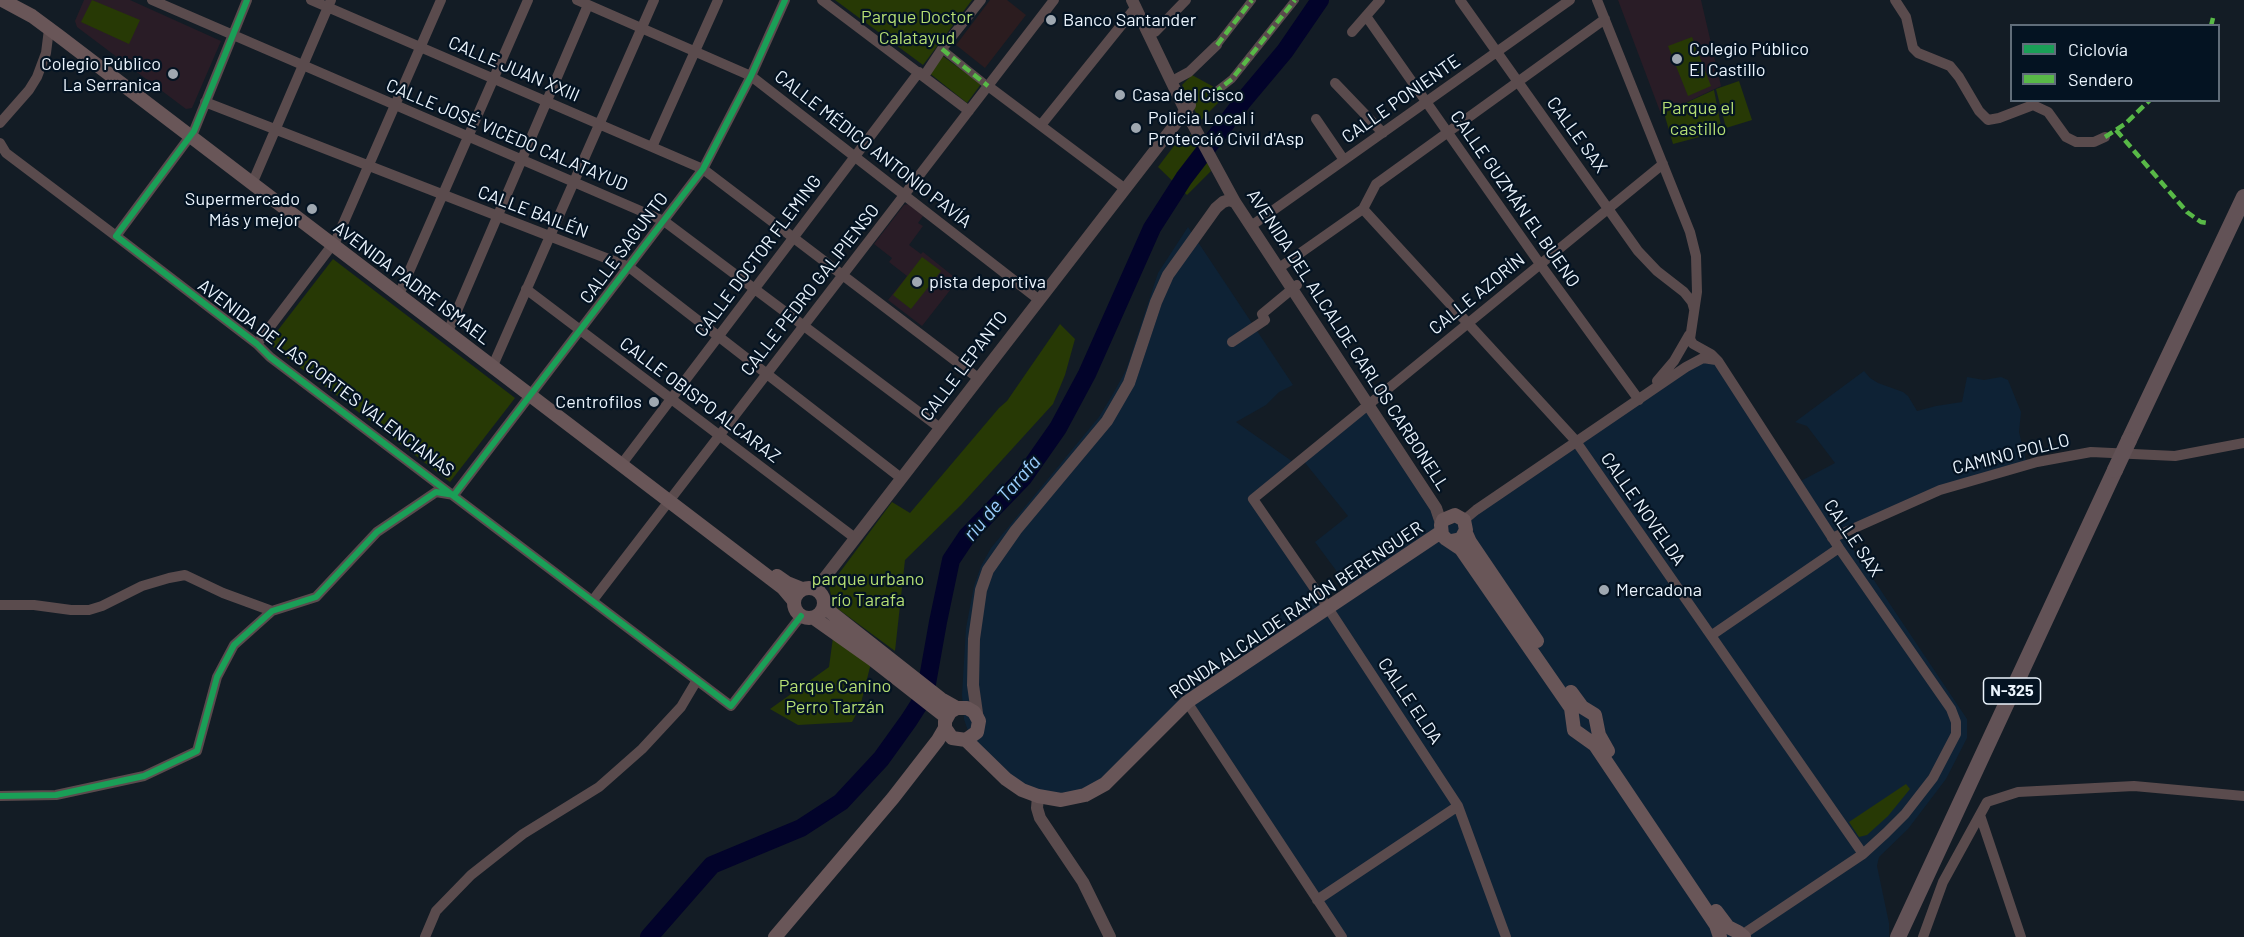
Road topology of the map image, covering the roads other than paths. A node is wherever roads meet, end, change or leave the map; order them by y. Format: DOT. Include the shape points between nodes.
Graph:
graph roads {
  1 [pos="2,0"];
  2 [pos="20,0"];
  3 [pos="152,0"];
  4 [pos="247,0"];
  5 [pos="312,0"];
  6 [pos="441,0"];
  7 [pos="528,0"];
  8 [pos="654,0"];
  9 [pos="718,0"];
  10 [pos="785,0"];
  11 [pos="822,0"];
  12 [pos="981,0"];
  13 [pos="1186,0"];
  14 [pos="1252,0"];
  15 [pos="1295,0"];
  16 [pos="1380,0"];
  17 [pos="1460,0"];
  18 [pos="1570,0"];
  19 [pos="1597,0"];
  20 [pos="1895,0"];
  21 [pos="1052,1"];
  22 [pos="583,2"];
  23 [pos="1136,2"];
  24 [pos="330,4"];
  25 [pos="1366,16"];
  26 [pos="1605,19"];
  27 [pos="642,28"];
  28 [pos="49,29"];
  29 [pos="1352,32"];
  30 [pos="1155,33"];
  31 [pos="233,35"];
  32 [pos="1216,45"];
  33 [pos="420,47"];
  34 [pos="942,50"];
  35 [pos="1497,51"];
  36 [pos="696,52"];
  37 [pos="303,65"];
  38 [pos="922,74"];
  39 [pos="751,76"];
  40 [pos="493,78"];
  41 [pos="1176,79"];
  42 [pos="1519,82"];
  43 [pos="1335,83"];
  44 [pos="988,86"];
  45 [pos="1214,93"];
  46 [pos="546,101"];
  47 [pos="205,102"];
  48 [pos="1426,102"];
  49 [pos="395,105"];
  50 [pos="1187,107"];
  51 [pos="969,111"];
  52 [pos="1316,119"];
  53 [pos="0,123"];
  54 [pos="599,124"];
  55 [pos="1041,125"];
  56 [pos="275,129"];
  57 [pos="1383,133"];
  58 [pos="1448,133"];
  59 [pos="192,134"];
  60 [pos="468,136"];
  61 [pos="2105,137"];
  62 [pos="0,143"];
  63 [pos="652,147"];
  64 [pos="854,156"];
  65 [pos="522,159"];
  66 [pos="1344,160"];
  67 [pos="1663,164"];
  68 [pos="368,165"];
  69 [pos="703,169"];
  70 [pos="254,181"];
  71 [pos="574,182"];
  72 [pos="1226,182"];
  73 [pos="1124,188"];
  74 [pos="442,194"];
  75 [pos="905,195"];
  76 [pos="2244,197"];
  77 [pos="1235,202"];
  78 [pos="1609,208"];
  79 [pos="1363,209"];
  80 [pos="497,216"];
  81 [pos="664,221"];
  82 [pos="1254,224"];
  83 [pos="116,236"];
  84 [pos="550,236"];
  85 [pos="792,237"];
  86 [pos="335,243"];
  87 [pos="1540,264"];
  88 [pos="1281,266"];
  89 [pos="629,267"];
  90 [pos="843,275"];
  91 [pos="1294,286"];
  92 [pos="754,288"];
  93 [pos="401,290"];
  94 [pos="526,290"];
  95 [pos="1038,298"];
  96 [pos="1695,306"];
  97 [pos="1468,323"];
  98 [pos="804,326"];
  99 [pos="450,327"];
  100 [pos="580,330"];
  101 [pos="1689,335"];
  102 [pos="719,337"];
  103 [pos="1232,342"];
  104 [pos="257,344"];
  105 [pos="495,361"];
  106 [pos="1718,361"];
  107 [pos="767,374"];
  108 [pos="978,378"];
  109 [pos="532,393"];
  110 [pos="1638,398"];
  111 [pos="672,399"];
  112 [pos="1370,402"];
  113 [pos="940,428"];
  114 [pos="719,436"];
  115 [pos="1575,440"];
  116 [pos="2244,443"];
  117 [pos="623,462"];
  118 [pos="901,478"];
  119 [pos="454,495"];
  120 [pos="671,499"];
  121 [pos="1253,500"];
  122 [pos="1461,521"];
  123 [pos="1444,532"];
  124 [pos="855,538"];
  125 [pos="1836,543"];
  126 [pos="804,593"];
  127 [pos="593,600"];
  128 [pos="0,605"];
  129 [pos="824,607"];
  130 [pos="1328,608"];
  131 [pos="272,611"];
  132 [pos="807,617"];
  133 [pos="1712,635"];
  134 [pos="697,681"];
  135 [pos="1187,702"];
  136 [pos="960,707"];
  137 [pos="1588,711"];
  138 [pos="1573,717"];
  139 [pos="946,723"];
  140 [pos="1596,728"];
  141 [pos="969,733"];
  142 [pos="1582,736"];
  143 [pos="0,796"];
  144 [pos="1038,796"];
  145 [pos="2244,796"];
  146 [pos="892,798"];
  147 [pos="1458,806"];
  148 [pos="1980,815"];
  149 [pos="1863,854"];
  150 [pos="1317,900"];
  151 [pos="1910,913"];
  152 [pos="1740,934"];
  153 [pos="425,937"];
  154 [pos="775,937"];
  155 [pos="1110,937"];
  156 [pos="1342,937"];
  157 [pos="1506,937"];
  158 [pos="1721,937"];
  159 [pos="1898,937"];
  160 [pos="1905,937"];
  161 [pos="1923,937"];
  162 [pos="2021,937"];
  1 -- 28 [label="main road, AVENIDA PADRE ISMAEL"];
  2 -- 59 [label="main road, AVENIDA PADRE ISMAEL"];
  3 -- 31 [label="street, CALLE JOSÉ VICEDO CALATAYUD"];
  4 -- 31 [label="street"];
  5 -- 24 [label="street, CALLE JUAN XXIII"];
  6 -- 33 [label="street"];
  7 -- 40 [label="street"];
  8 -- 27 [label="street"];
  9 -- 36 [label="street"];
  10 -- 39 [label="street, CALLE SAGUNTO"];
  11 -- 38 [label="street"];
  12 -- 34 [label="street, CALLE DOCTOR FLEMING"];
  13 -- 30 [label="street"];
  14 -- 32 [label="street"];
  15 -- 45 [label="street" via="1232,79"];
  16 -- 25 [label="street"];
  17 -- 35 [label="street, CALLE SAX"];
  18 -- 35 [label="street, CALLE PONIENTE"];
  19 -- 26 [label="street"];
  20 -- 61 [label="street" via="1906,17 1913,48 1950,66 1988,120 2033,105 2048,112 2066,137 2076,142 2094,142"];
  21 -- 44 [label="street, CALLE PEDRO GALIPIENSO"];
  22 -- 27 [label="street, CALLE MÉDICO ANTONIO PAVÍA"];
  22 -- 46 [label="street"];
  23 -- 30 [label="street"];
  23 -- 50 [label="street"];
  23 -- 55 [label="street"];
  24 -- 33 [label="street, CALLE JUAN XXIII"];
  24 -- 37 [label="street"];
  25 -- 29 [label="street"];
  25 -- 48 [label="street, CALLE GUZMÁN EL BUENO"];
  26 -- 42 [label="street"];
  26 -- 67 [label="street"];
  27 -- 36 [label="street, CALLE MÉDICO ANTONIO PAVÍA"];
  27 -- 54 [label="street"];
  28 -- 53 [label="street" via="37,77"];
  28 -- 59 [label="main road, AVENIDA PADRE ISMAEL"];
  30 -- 41 [label="street"];
  31 -- 37 [label="street, CALLE JOSÉ VICEDO CALATAYUD"];
  31 -- 47 [label="street"];
  32 -- 41 [label="street" via="1189,72"];
  33 -- 40 [label="street, CALLE JUAN XXIII"];
  33 -- 49 [label="street"];
  34 -- 38 [label="street, CALLE DOCTOR FLEMING"];
  34 -- 44 [label="street"];
  35 -- 42 [label="street, CALLE SAX"];
  35 -- 48 [label="street, CALLE PONIENTE"];
  36 -- 39 [label="street, CALLE MÉDICO ANTONIO PAVÍA"];
  36 -- 63 [label="street"];
  37 -- 49 [label="street, CALLE JOSÉ VICEDO CALATAYUD"];
  37 -- 56 [label="street"];
  38 -- 51 [label="street"];
  38 -- 64 [label="street, CALLE DOCTOR FLEMING"];
  39 -- 64 [label="street, CALLE MÉDICO ANTONIO PAVÍA"];
  39 -- 69 [label="street, CALLE SAGUNTO"];
  40 -- 46 [label="street, CALLE JUAN XXIII"];
  40 -- 60 [label="street"];
  41 -- 50 [label="street"];
  42 -- 58 [label="street"];
  42 -- 78 [label="street, CALLE SAX"];
  43 -- 57 [label="street"];
  44 -- 51 [label="street, CALLE PEDRO GALIPIENSO"];
  44 -- 55 [label="street"];
  46 -- 54 [label="street, CALLE JUAN XXIII"];
  46 -- 65 [label="street"];
  47 -- 56 [label="street, CALLE BAILÉN"];
  47 -- 59 [label="street"];
  48 -- 57 [label="street, CALLE PONIENTE"];
  48 -- 58 [label="street, CALLE GUZMÁN EL BUENO"];
  49 -- 60 [label="street, CALLE JOSÉ VICEDO CALATAYUD"];
  49 -- 68 [label="street"];
  50 -- 72 [label="street"];
  50 -- 73 [label="street, CALLE LEPANTO"];
  51 -- 75 [label="street, CALLE PEDRO GALIPIENSO"];
  52 -- 66 [label="street"];
  54 -- 63 [label="street, CALLE JUAN XXIII"];
  54 -- 71 [label="street"];
  55 -- 73 [label="street"];
  56 -- 68 [label="street, CALLE BAILÉN"];
  56 -- 70 [label="street"];
  57 -- 66 [label="street, CALLE PONIENTE"];
  58 -- 79 [label="street" via="1376,184"];
  58 -- 87 [label="street, CALLE GUZMÁN EL BUENO"];
  59 -- 70 [label="main road, AVENIDA PADRE ISMAEL"];
  59 -- 83 [label="street"];
  60 -- 65 [label="street, CALLE JOSÉ VICEDO CALATAYUD"];
  60 -- 74 [label="street"];
  62 -- 83 [label="street, AVENIDA DE LAS CORTES VALENCIANAS" via="6,153"];
  63 -- 69 [label="street, CALLE JUAN XXIII"];
  64 -- 75 [label="street, CALLE MÉDICO ANTONIO PAVÍA"];
  64 -- 85 [label="street, CALLE DOCTOR FLEMING"];
  65 -- 71 [label="street, CALLE JOSÉ VICEDO CALATAYUD"];
  65 -- 80 [label="street"];
  66 -- 82 [label="street, CALLE PONIENTE"];
  67 -- 78 [label="street, CALLE AZORÍN"];
  67 -- 96 [label="street" via="1682,208 1696,256"];
  68 -- 74 [label="street, CALLE BAILÉN"];
  68 -- 86 [label="street"];
  69 -- 81 [label="street, CALLE SAGUNTO"];
  69 -- 85 [label="street, CALLE JUAN XXIII"];
  70 -- 86 [label="main road, AVENIDA PADRE ISMAEL"];
  71 -- 81 [label="street, CALLE JOSÉ VICEDO CALATAYUD"];
  71 -- 84 [label="street"];
  72 -- 77 [label="street, AVENIDA DEL ALCALDE CARLOS CARBONELL"];
  72 -- 82 [label="street, AVENIDA DEL ALCALDE CARLOS CARBONELL"];
  72 -- 136 [label="street" via="1160,279 1125,380 1103,419 984,567 972,609 968,692"];
  73 -- 95 [label="street, CALLE LEPANTO"];
  74 -- 80 [label="street, CALLE BAILÉN"];
  74 -- 93 [label="street"];
  75 -- 90 [label="street, CALLE PEDRO GALIPIENSO"];
  75 -- 95 [label="street, CALLE MÉDICO ANTONIO PAVÍA"];
  76 -- 151 [label="highway, N-325, bridge"];
  77 -- 82 [label="street, AVENIDA DEL ALCALDE CARLOS CARBONELL"];
  77 -- 141 [label="street" via="1228,200 1215,208 1168,275 1129,383 1107,421 1016,530 988,570 974,639"];
  78 -- 87 [label="street, CALLE AZORÍN"];
  78 -- 96 [label="street, CALLE SAX" via="1642,256"];
  79 -- 88 [label="street"];
  79 -- 97 [label="street, CALLE NOVELDA"];
  80 -- 84 [label="street, CALLE BAILÉN"];
  80 -- 99 [label="street"];
  81 -- 89 [label="street, CALLE SAGUNTO"];
  81 -- 92 [label="street, CALLE JOSÉ VICEDO CALATAYUD"];
  82 -- 88 [label="street, AVENIDA DEL ALCALDE CARLOS CARBONELL"];
  83 -- 104 [label="street, AVENIDA DE LAS CORTES VALENCIANAS"];
  84 -- 89 [label="street, CALLE BAILÉN"];
  84 -- 94 [label="street"];
  85 -- 90 [label="street, CALLE JUAN XXIII"];
  85 -- 92 [label="street, CALLE DOCTOR FLEMING"];
  86 -- 93 [label="main road, AVENIDA PADRE ISMAEL"];
  86 -- 104 [label="street"];
  86 -- 109 [label="main road, AVENIDA PADRE ISMAEL"];
  87 -- 97 [label="street, CALLE AZORÍN"];
  87 -- 110 [label="street, CALLE GUZMÁN EL BUENO"];
  88 -- 91 [label="street, AVENIDA DEL ALCALDE CARLOS CARBONELL"];
  89 -- 100 [label="street, CALLE SAGUNTO"];
  89 -- 102 [label="street, CALLE BAILÉN"];
  90 -- 98 [label="street, CALLE PEDRO GALIPIENSO"];
  90 -- 108 [label="street, CALLE JUAN XXIII"];
  91 -- 103 [label="street" via="1262,314 1265,320"];
  91 -- 112 [label="street, AVENIDA DEL ALCALDE CARLOS CARBONELL"];
  92 -- 98 [label="street, CALLE JOSÉ VICEDO CALATAYUD"];
  92 -- 102 [label="street, CALLE DOCTOR FLEMING"];
  93 -- 99 [label="main road, AVENIDA PADRE ISMAEL"];
  94 -- 100 [label="street, CALLE OBISPO ALCARAZ"];
  94 -- 105 [label="street"];
  95 -- 108 [label="street, CALLE LEPANTO"];
  96 -- 101 [label="street"];
  97 -- 112 [label="street, CALLE AZORÍN"];
  97 -- 115 [label="street, CALLE NOVELDA"];
  98 -- 107 [label="street, CALLE PEDRO GALIPIENSO"];
  98 -- 113 [label="street, CALLE JOSÉ VICEDO CALATAYUD"];
  99 -- 105 [label="main road, AVENIDA PADRE ISMAEL"];
  100 -- 109 [label="street, CALLE SAGUNTO"];
  100 -- 111 [label="street, CALLE OBISPO ALCARAZ"];
  101 -- 106 [label="street" via="1693,344"];
  101 -- 110 [label="street" via="1666,371"];
  102 -- 107 [label="street, CALLE BAILÉN"];
  102 -- 111 [label="street, CALLE DOCTOR FLEMING"];
  104 -- 119 [label="street, AVENIDA DE LAS CORTES VALENCIANAS"];
  105 -- 109 [label="main road, AVENIDA PADRE ISMAEL"];
  106 -- 110 [label="street" via="1695,361"];
  106 -- 125 [label="street, CALLE SAX"];
  107 -- 114 [label="street, CALLE PEDRO GALIPIENSO"];
  107 -- 118 [label="street, CALLE BAILÉN"];
  108 -- 113 [label="street, CALLE LEPANTO"];
  109 -- 117 [label="main road, AVENIDA PADRE ISMAEL"];
  109 -- 119 [label="street, CALLE SAGUNTO"];
  110 -- 115 [label="street"];
  111 -- 114 [label="street, CALLE OBISPO ALCARAZ"];
  111 -- 117 [label="street, CALLE DOCTOR FLEMING"];
  112 -- 121 [label="street, CALLE AZORÍN"];
  112 -- 122 [label="street, AVENIDA DEL ALCALDE CARLOS CARBONELL" via="1441,504"];
  112 -- 123 [label="street, AVENIDA DEL ALCALDE CARLOS CARBONELL" via="1436,508"];
  113 -- 118 [label="street, CALLE LEPANTO"];
  114 -- 120 [label="street, CALLE PEDRO GALIPIENSO"];
  114 -- 124 [label="street, CALLE OBISPO ALCARAZ"];
  115 -- 122 [label="street"];
  115 -- 133 [label="street, CALLE NOVELDA"];
  116 -- 125 [label="street, CAMINO POLLO" via="2175,456 2091,452 2037,462 1940,489"];
  117 -- 120 [label="main road, AVENIDA PADRE ISMAEL"];
  118 -- 124 [label="street, CALLE LEPANTO"];
  119 -- 127 [label="street, AVENIDA DE LAS CORTES VALENCIANAS"];
  119 -- 131 [label="street" via="436,492 377,532 316,597"];
  120 -- 126 [label="main road, AVENIDA PADRE ISMAEL"];
  120 -- 127 [label="street, CALLE PEDRO GALIPIENSO"];
  121 -- 130 [label="street, CALLE ELDA"];
  122 -- 123 [label="main road" via="1447,517"];
  122 -- 123 [label="main road" via="1461,539"];
  122 -- 137 [label="main road, AVENIDA DEL ALCALDE CARLOS CARBONELL" via="1470,542 1578,703"];
  123 -- 130 [label="main road, RONDA ALCALDE RAMÓN BERENGUER"];
  123 -- 138 [label="main road, AVENIDA DEL ALCALDE CARLOS CARBONELL" via="1461,549 1571,708"];
  124 -- 126 [label="street, CALLE LEPANTO"];
  125 -- 133 [label="street, CAMINO POLLO"];
  125 -- 149 [label="street, CALLE SAX" via="1951,709 1956,722 1951,747 1922,794"];
  126 -- 129 [label="main road" via="824,596"];
  126 -- 132 [label="main road" via="796,610"];
  127 -- 134 [label="street, AVENIDA DE LAS CORTES VALENCIANAS"];
  128 -- 131 [label="street" via="89,610 142,586 185,575"];
  129 -- 132 [label="main road" via="822,612"];
  129 -- 136 [label="main road" via="941,699"];
  130 -- 135 [label="main road, RONDA ALCALDE RAMÓN BERENGUER"];
  130 -- 147 [label="street, CALLE ELDA"];
  131 -- 143 [label="street" via="234,645 217,677 197,751 144,776 56,795"];
  132 -- 134 [label="street, AVENIDA DE LAS CORTES VALENCIANAS" via="731,706"];
  132 -- 139 [label="main road" via="863,652"];
  133 -- 149 [label="street, CALLE NOVELDA"];
  134 -- 153 [label="street" via="681,707 599,787 523,834 471,875 436,911"];
  135 -- 144 [label="main road, RONDA ALCALDE RAMÓN BERENGUER" via="1105,784 1086,795 1061,800"];
  135 -- 150 [label="street"];
  136 -- 139 [label="main road" via="950,712"];
  136 -- 141 [label="main road" via="974,712"];
  137 -- 138 [label="main road" via="1579,711"];
  137 -- 140 [label="main road, AVENIDA DEL ALCALDE CARLOS CARBONELL" via="1598,722"];
  138 -- 142 [label="main road, AVENIDA DEL ALCALDE CARLOS CARBONELL" via="1574,730"];
  139 -- 141 [label="main road" via="950,736"];
  139 -- 146 [label="main road"];
  140 -- 142 [label="main road"];
  140 -- 152 [label="main road, AVENIDA DEL ALCALDE CARLOS CARBONELL" via="1723,922"];
  141 -- 144 [label="main road, RONDA ALCALDE RAMÓN BERENGUER" via="996,770 1022,790"];
  141 -- 146 [label="main road" via="945,746"];
  142 -- 158 [label="main road, AVENIDA DEL ALCALDE CARLOS CARBONELL" via="1595,745"];
  144 -- 155 [label="street" via="1040,818 1083,882"];
  145 -- 148 [label="street" via="2134,786 2018,792 1987,802"];
  146 -- 154 [label="main road"];
  147 -- 150 [label="street"];
  147 -- 157 [label="street, CALLE ELDA"];
  148 -- 161 [label="street" via="1943,882"];
  148 -- 162 [label="street"];
  149 -- 152 [label="street"];
  150 -- 156 [label="street"];
  151 -- 159 [label="highway, N-325"];
  151 -- 160 [label="highway, N-325"];
  152 -- 158 [label="main road, AVENIDA DEL ALCALDE CARLOS CARBONELL" via="1726,932"];
}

-------

## Your objective
Could you copy every line from the records that mentions the word "highway"?

## Answer to the exercise
  76 -- 151 [label="highway, N-325, bridge"];
  151 -- 159 [label="highway, N-325"];
  151 -- 160 [label="highway, N-325"];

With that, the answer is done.